For the example, ignore the distinction between constructor DI and method DI, this is irrelevant for the example at hand. For DI containers, it centers around constructor DI specifically, but this example is kept much easier to read when using method DI.

class BadBarista {
    makeEspresso(cup: CardboardCup) {
        let coffee = new Coffee();

        cup.Add(coffee);

        return cup;
    }
}

But you want your barista to make a coffee in any cup that is handed to them, because customers like choosing their own cup. Therefore, you cannot use the concrete CardboardCup type as the dependency type. You will have to use something more generalized, e.g. an ICup interface or a BaseCup base class. I'm using ICup here for the example.

class GoodBarista {
    makeEspresso(cup: ICup) {
        let coffee = new Coffee();

        cup.Add(coffee);

        return cup;
    }
}

For your specific example, this means that your injected dependency should be an interface, e.g. IDatabaseConnection, instead of a concrete type such as MsSqlConnection

class User {
    constructor(connection: IDatabaseConnection) {}
}

interface IDatabaseConnection {
    // ...
}

class MsSqlConnection implements IDatabaseConnection {
    // ...
}

class MongoDbConnection implements IDatabaseConnection {
    // ...
}

Most of this so far has been repetition of the answer I wrote yesterday, but I'm adding it here for completeness' sake.

This part is what you're missing to really understand the role DI plays, and how you work with it. Now, with this new information in mind, let's look back at your confusion about "registration".


So what is registration?

we would have the IoC container do the job of creating the MsSqlConnection instance

When you don't register anything in the IOC container, how does the IOC know what dependencies your User class needs? The only information it can find is by looking in the User constructor and figuring out the type of the constructor arguments.

So the IOC container knows that User needs an IDatabaseConnection. But which implementation of IDatabaseConnection? MsSqlConnection? MongoDbConnection? How does the IOC container know which one to choose?
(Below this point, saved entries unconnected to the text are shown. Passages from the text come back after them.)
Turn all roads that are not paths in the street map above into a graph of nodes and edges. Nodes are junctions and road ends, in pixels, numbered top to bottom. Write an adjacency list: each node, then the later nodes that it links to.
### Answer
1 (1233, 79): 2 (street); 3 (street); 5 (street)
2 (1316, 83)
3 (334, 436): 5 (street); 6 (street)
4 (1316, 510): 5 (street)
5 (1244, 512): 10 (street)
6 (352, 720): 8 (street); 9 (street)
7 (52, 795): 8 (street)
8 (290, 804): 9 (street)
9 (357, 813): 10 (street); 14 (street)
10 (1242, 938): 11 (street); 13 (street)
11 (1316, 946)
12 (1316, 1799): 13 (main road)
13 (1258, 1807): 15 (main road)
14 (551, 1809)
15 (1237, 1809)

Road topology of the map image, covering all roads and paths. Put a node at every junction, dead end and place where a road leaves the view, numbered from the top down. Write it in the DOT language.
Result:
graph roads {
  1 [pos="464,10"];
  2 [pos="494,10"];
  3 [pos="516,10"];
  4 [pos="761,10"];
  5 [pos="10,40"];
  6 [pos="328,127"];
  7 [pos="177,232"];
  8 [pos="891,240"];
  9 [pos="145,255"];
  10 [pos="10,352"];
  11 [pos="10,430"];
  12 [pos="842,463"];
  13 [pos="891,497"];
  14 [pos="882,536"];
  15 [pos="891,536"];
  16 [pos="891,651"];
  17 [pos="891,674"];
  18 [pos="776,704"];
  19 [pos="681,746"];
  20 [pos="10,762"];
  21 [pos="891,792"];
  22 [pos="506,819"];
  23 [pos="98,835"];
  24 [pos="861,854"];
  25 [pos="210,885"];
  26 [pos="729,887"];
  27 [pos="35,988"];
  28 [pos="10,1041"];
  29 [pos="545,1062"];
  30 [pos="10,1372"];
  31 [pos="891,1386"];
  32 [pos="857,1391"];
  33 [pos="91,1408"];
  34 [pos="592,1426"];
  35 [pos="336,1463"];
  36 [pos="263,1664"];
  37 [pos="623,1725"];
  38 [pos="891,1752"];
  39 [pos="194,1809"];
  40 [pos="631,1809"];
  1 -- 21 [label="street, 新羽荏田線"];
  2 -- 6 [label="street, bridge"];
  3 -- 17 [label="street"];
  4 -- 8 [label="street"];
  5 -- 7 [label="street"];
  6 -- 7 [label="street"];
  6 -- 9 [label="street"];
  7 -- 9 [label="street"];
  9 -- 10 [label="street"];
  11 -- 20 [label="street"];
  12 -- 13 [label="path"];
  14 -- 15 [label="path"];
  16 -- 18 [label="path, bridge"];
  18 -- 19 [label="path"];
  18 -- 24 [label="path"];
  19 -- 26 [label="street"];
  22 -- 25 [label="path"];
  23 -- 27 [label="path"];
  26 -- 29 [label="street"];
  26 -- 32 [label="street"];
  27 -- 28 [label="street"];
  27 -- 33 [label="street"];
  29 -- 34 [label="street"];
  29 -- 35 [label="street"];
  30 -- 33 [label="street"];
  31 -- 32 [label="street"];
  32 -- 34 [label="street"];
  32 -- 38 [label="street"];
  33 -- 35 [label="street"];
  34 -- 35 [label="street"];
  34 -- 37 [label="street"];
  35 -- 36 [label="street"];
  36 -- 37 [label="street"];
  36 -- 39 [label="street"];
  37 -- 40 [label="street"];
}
This is where registration comes into play. At its very core, registration means mapping a general constructor parameter type (IDatabaseConnection) to a concrete type (e.g. MsSqlConnection). A simple example (with C# syntax):

services.AddTransient<IDatabaseConnection, MsSqlConnection>();

This registration is the coding equivalent of telling the IOC container:

"Hey, whenever you're instantiating an object, and it needs a dependency of type IDatabaseConnection, I want you to very specifically use a MsSqlConnection for that."

If, for example, tomorrow we want to start using MongoDbConnection instead, all we have to do is edit that one registration:

services.AddTransient<IDatabaseConnection, MongoDbConnection>();

And with that one change, this means that all classes with an IDatabaseConnection dependency will get a MongoDbConnection injected instead of the old MsSqlConnection. This makes it very easy for even large enterprise application to very quickly switch between different components without needing to revisit all of the existing code.

That is all there is to it.

Of course, there are a lot of ways to further configure the registration when you need to, but the vast majority of IOC registrations tends to be as simple as the example I just gave. It's a simple base-to-concrete-type mapping that the container needs to know in order to always inject the dependency you want to inject.